Goal of the exercise
Would you copy every line of the listing below that includes the word "Wolcott"?

Material for the task
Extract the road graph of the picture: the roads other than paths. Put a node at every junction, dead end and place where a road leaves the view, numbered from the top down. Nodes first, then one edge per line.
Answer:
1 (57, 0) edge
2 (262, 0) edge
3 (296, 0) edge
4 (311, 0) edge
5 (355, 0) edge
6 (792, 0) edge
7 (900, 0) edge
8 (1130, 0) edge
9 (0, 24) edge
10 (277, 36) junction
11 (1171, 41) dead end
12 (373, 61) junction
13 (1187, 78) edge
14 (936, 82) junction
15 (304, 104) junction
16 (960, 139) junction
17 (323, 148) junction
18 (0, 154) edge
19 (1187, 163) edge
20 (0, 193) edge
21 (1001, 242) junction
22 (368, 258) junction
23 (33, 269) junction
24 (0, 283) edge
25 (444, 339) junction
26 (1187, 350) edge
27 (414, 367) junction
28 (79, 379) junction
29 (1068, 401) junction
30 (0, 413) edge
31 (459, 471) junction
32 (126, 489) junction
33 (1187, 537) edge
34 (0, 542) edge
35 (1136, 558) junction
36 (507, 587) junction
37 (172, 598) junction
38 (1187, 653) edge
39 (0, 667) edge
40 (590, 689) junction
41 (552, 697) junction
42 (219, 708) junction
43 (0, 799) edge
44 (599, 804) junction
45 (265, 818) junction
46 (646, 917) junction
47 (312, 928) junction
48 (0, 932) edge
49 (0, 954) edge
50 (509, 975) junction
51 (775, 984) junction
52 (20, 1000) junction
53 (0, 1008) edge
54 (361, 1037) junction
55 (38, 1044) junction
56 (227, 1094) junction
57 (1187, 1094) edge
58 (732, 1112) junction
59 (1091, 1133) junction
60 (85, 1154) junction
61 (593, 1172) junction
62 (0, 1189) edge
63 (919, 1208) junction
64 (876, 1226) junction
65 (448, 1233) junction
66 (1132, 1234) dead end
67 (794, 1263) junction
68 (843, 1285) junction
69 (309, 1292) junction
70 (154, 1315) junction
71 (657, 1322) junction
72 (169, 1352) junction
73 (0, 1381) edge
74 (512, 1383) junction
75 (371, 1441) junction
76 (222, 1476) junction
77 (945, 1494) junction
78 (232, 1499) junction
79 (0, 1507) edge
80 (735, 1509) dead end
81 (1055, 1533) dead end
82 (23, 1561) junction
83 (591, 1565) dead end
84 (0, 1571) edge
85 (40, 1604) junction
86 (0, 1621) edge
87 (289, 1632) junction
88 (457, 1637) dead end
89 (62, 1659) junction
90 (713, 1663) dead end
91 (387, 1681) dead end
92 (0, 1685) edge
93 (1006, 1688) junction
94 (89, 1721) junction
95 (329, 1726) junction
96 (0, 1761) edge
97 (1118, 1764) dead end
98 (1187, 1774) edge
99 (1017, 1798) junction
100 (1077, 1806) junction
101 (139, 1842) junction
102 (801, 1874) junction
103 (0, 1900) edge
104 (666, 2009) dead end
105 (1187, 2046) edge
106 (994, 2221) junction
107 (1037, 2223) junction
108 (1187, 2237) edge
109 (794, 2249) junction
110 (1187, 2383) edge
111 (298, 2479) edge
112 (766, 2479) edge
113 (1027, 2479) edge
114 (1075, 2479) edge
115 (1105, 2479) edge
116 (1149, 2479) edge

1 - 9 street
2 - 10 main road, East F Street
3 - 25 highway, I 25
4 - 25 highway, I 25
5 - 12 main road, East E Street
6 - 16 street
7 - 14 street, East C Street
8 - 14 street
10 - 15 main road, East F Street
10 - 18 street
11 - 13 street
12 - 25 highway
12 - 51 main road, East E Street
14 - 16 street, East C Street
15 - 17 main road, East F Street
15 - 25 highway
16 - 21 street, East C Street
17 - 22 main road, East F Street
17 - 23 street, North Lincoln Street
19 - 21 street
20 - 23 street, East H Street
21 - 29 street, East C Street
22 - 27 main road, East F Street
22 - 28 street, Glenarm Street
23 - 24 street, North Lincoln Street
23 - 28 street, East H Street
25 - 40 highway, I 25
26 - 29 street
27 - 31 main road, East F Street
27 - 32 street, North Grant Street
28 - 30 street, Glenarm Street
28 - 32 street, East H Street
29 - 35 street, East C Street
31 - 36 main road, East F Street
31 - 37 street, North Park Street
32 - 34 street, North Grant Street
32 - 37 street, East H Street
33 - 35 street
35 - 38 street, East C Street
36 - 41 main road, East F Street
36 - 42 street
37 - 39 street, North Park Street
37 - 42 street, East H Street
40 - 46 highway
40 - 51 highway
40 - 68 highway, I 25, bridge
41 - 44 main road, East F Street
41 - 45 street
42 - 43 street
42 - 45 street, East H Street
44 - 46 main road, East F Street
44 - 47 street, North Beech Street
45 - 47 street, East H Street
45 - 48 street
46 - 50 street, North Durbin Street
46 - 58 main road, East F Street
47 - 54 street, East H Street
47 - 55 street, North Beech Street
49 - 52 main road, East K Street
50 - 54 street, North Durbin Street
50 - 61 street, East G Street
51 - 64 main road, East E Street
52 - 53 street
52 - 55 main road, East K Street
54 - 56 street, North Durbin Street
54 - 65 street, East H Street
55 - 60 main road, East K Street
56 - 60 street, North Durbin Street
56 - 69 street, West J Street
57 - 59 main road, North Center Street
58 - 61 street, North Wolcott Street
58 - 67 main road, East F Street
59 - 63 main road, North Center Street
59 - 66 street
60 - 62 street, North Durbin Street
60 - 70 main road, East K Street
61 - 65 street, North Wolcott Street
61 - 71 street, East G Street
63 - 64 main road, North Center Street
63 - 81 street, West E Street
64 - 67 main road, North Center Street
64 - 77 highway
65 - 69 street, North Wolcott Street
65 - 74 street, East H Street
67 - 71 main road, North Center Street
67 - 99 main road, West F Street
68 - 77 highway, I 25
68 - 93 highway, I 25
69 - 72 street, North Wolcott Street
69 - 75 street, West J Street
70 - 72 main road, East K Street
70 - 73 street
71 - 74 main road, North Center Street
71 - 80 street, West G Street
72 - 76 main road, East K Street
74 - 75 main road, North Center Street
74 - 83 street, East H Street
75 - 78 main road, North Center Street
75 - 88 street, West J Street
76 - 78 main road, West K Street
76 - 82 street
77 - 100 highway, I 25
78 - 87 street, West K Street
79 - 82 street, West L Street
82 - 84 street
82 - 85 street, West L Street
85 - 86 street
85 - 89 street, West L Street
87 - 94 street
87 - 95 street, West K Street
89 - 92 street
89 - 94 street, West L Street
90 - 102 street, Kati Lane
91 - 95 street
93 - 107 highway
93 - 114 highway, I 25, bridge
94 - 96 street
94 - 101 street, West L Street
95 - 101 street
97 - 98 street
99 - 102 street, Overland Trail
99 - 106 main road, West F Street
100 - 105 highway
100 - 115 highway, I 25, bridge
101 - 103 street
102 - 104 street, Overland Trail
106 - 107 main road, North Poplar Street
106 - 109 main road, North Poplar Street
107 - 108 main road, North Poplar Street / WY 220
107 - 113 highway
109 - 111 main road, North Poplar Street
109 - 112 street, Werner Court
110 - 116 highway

Written answer
58 - 61 street, North Wolcott Street
61 - 65 street, North Wolcott Street
65 - 69 street, North Wolcott Street
69 - 72 street, North Wolcott Street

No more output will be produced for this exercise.